══ RECORDS SHOWN

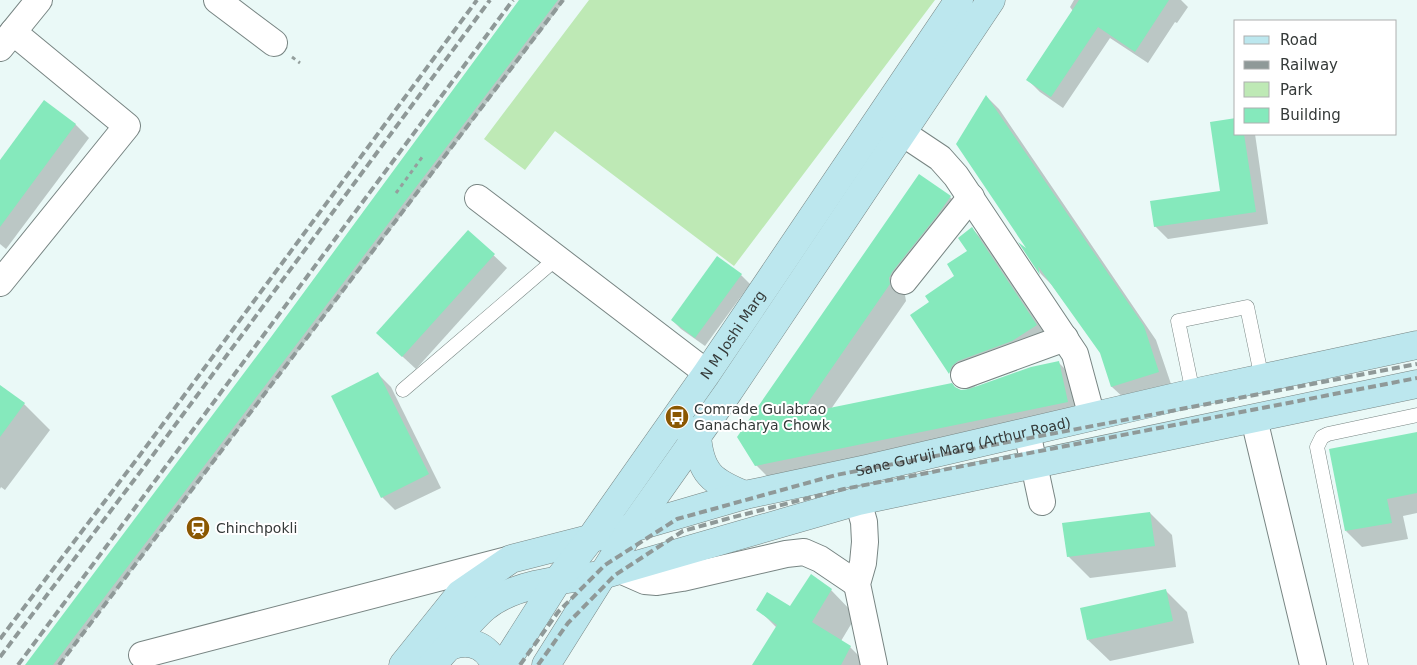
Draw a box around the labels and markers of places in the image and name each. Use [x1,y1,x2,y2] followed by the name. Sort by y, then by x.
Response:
[694,401,831,433] place label: Comrade Gulabrao Ganacharya Chowk
[664,404,690,430] bus stop icon: Comrade Gulabrao Ganacharya Chowk
[185,515,211,541] station icon: Chinchpokli
[216,520,297,536] place label: Chinchpokli

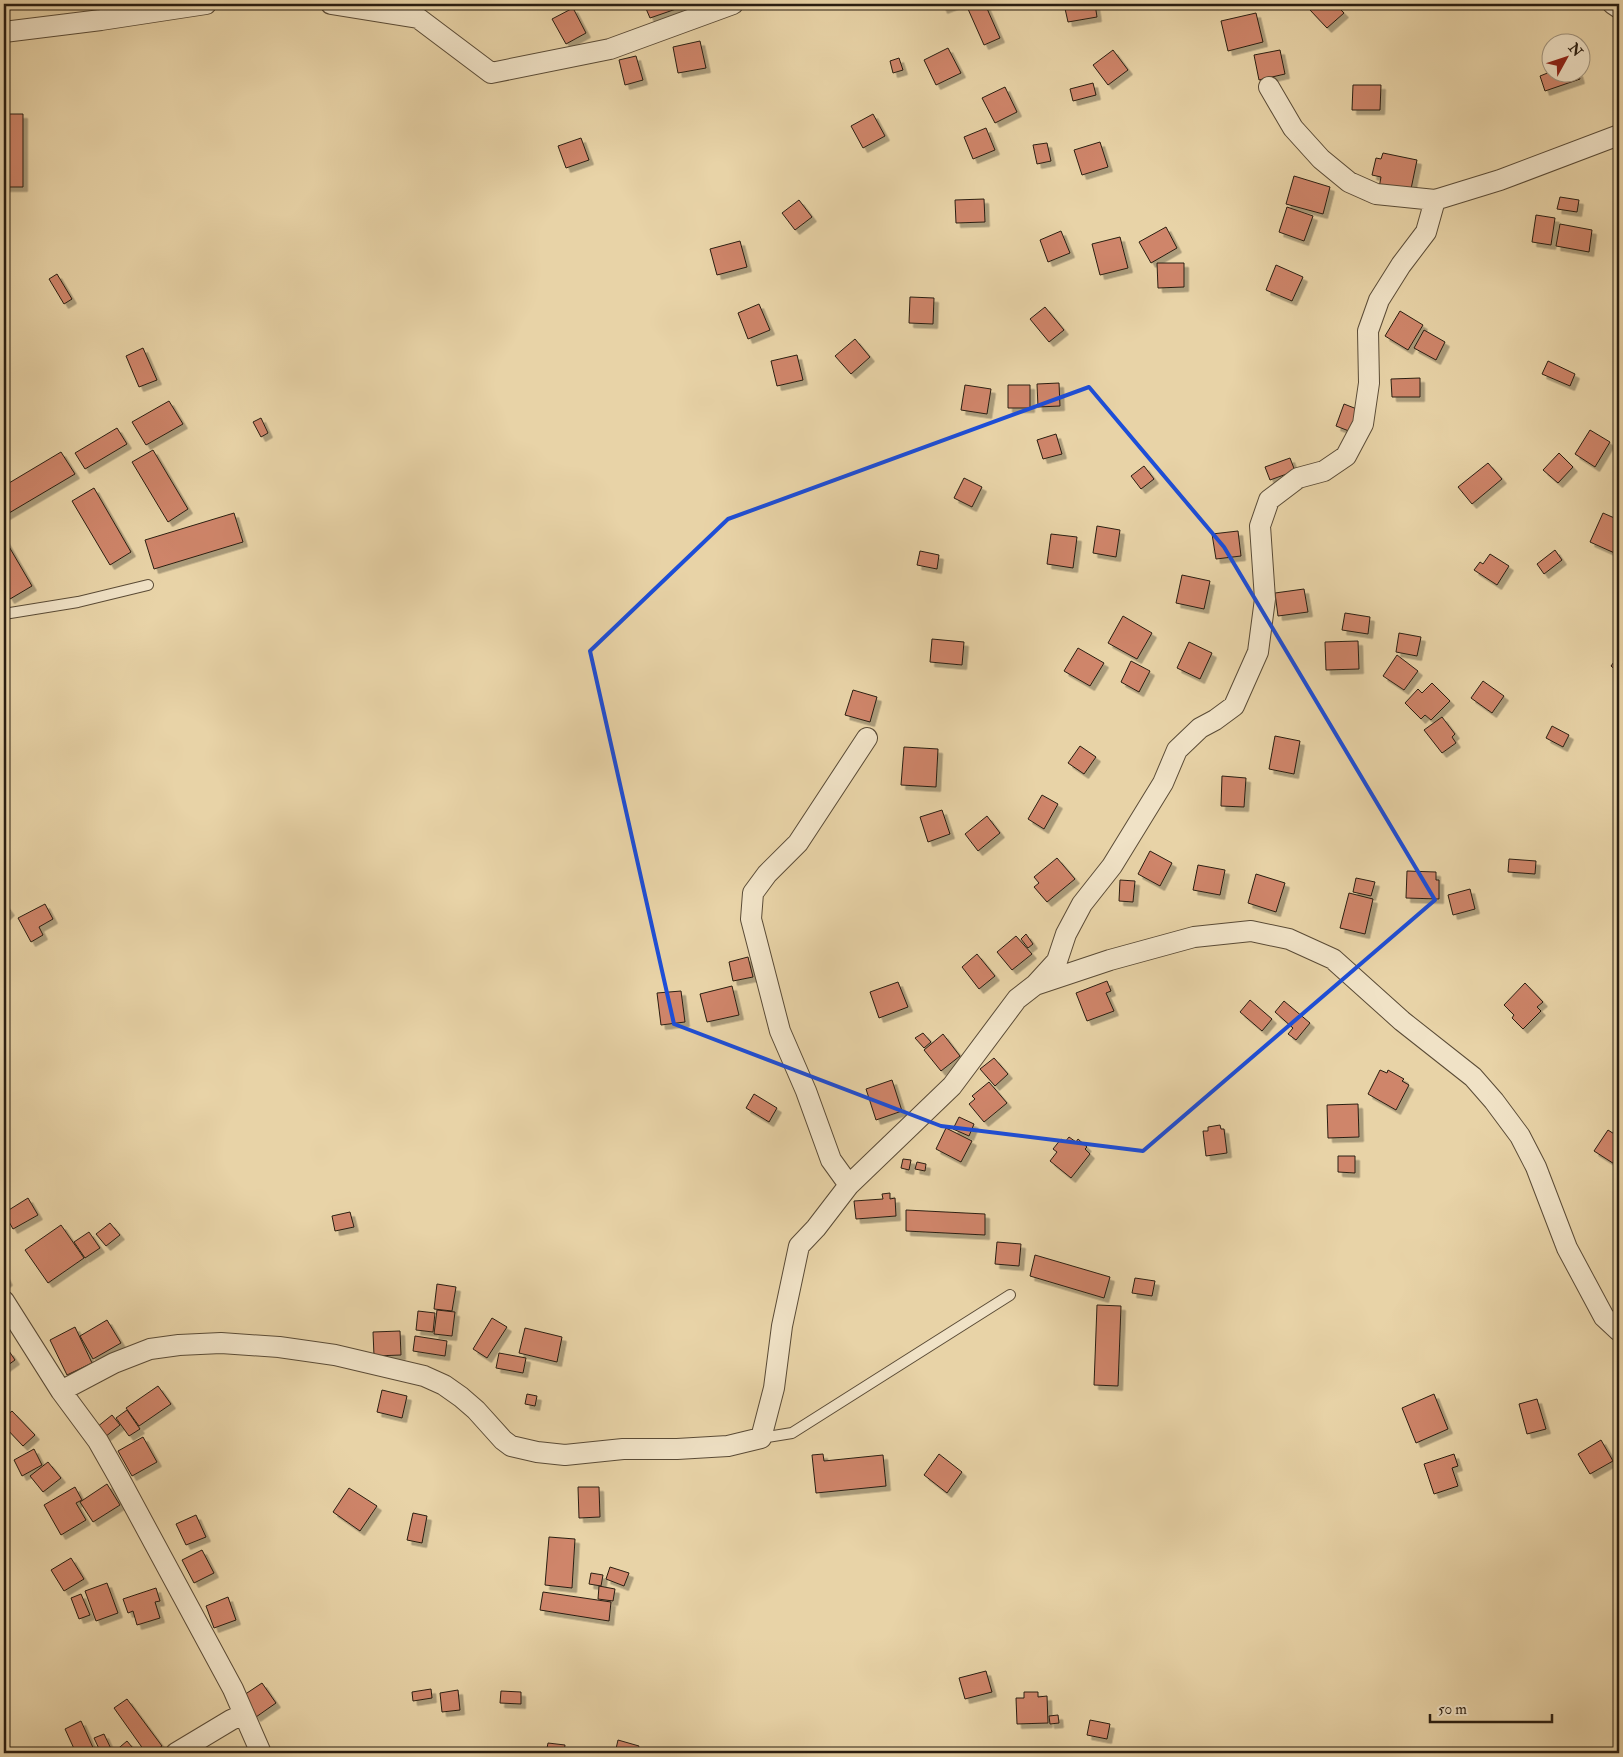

════

TO DO ▸ Output nothing but the entries above, exactly, once the pictures are removed.

EXPECTED ANSWER ▸
Draw a box around the labels and markers of places in the image and name each. Use [x1,y1,x2,y2] followed by the name. Sort by y, then by x.
Response:
[694,401,831,433] place label: Comrade Gulabrao Ganacharya Chowk
[664,404,690,430] bus stop icon: Comrade Gulabrao Ganacharya Chowk
[185,515,211,541] station icon: Chinchpokli
[216,520,297,536] place label: Chinchpokli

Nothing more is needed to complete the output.